Saturday, June 20, 2009

Philip Kuberski on Ezra Pound

Kuberski contends that Pound sought the type of objectivity in language that was unavailable due to Saussure's and Freud's destabilizations. Kuberski argues that Pound attempts to reverse this relativism and put language back together, recovering the foundation of language and its significance.

I appreciate Kuberski's text because he recognizes the ambivalence of Pound's aims. That is, Pound's desire for solidity and an unassailable grounding of language and culture is destabilized by his own poetic practice. Kuberski writes: "Pound can create an unrequited desire for resolution by each new fragment that necessarily delays it; desire for presence and origin is extended by each eruption of absence and citation" (8).

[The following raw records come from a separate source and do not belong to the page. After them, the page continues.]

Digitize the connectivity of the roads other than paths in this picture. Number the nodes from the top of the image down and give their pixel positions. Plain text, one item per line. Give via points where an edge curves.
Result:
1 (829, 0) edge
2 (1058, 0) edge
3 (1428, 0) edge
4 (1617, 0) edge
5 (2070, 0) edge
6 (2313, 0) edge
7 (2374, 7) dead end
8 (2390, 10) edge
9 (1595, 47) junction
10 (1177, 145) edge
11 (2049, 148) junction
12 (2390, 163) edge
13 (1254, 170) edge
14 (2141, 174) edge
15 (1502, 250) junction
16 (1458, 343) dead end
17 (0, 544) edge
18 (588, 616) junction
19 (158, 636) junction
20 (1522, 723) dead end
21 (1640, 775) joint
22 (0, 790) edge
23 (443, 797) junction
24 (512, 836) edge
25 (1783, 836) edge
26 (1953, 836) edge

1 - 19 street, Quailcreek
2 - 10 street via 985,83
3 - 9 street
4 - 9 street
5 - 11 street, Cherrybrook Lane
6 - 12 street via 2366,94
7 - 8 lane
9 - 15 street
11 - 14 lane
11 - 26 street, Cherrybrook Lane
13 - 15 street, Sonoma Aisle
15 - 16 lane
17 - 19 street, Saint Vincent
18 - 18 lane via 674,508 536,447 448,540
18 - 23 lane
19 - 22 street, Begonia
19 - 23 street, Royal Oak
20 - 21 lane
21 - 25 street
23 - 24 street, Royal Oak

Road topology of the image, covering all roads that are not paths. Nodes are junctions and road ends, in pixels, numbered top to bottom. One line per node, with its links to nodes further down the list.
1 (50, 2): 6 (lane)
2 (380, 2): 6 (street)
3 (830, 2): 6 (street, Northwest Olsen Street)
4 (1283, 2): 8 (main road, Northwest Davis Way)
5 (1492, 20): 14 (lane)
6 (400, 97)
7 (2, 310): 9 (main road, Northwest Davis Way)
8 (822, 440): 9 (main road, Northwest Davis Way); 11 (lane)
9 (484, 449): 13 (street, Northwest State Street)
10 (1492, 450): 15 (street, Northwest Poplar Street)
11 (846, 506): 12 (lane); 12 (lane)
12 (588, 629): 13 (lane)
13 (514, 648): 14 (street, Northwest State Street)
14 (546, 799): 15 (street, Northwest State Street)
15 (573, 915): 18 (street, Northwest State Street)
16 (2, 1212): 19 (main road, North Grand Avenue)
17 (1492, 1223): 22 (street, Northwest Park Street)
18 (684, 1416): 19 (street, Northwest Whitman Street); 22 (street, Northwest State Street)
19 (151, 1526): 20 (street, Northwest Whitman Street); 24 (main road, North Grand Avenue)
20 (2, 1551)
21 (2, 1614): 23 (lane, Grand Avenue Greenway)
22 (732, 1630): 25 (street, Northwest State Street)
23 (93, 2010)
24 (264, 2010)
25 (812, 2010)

So Pound's poetic technique is unequivocally "modernist" while it appears to reclaim all the stability undone by modernism.

Kuberski is particularly interested in what is specifically American about what he calls "the duplicity of the sign." This is an immensely intriguing phrase and I think it could be usefully applied to Pound's notion of the poetic image. Kuberski seems to use the term "duplicity" to mean an intended breakdown of unified meaning. He provides a quick tour of American literature to show how this duplicity arises and is fostered. It seems strange to me, however, that Kuberski suggests Pound works against this duplicity. I feel that Pound attempts to increase the disturbances in linguistic meaning in order to activate psychological meanings. Kuberski comes from the standard perspective which holds that Pound's Imagism sought objectivity and scientific clarity above everything. I'm not so sure I agree. Instead, Pound seems to prize the insights that come from destabilization.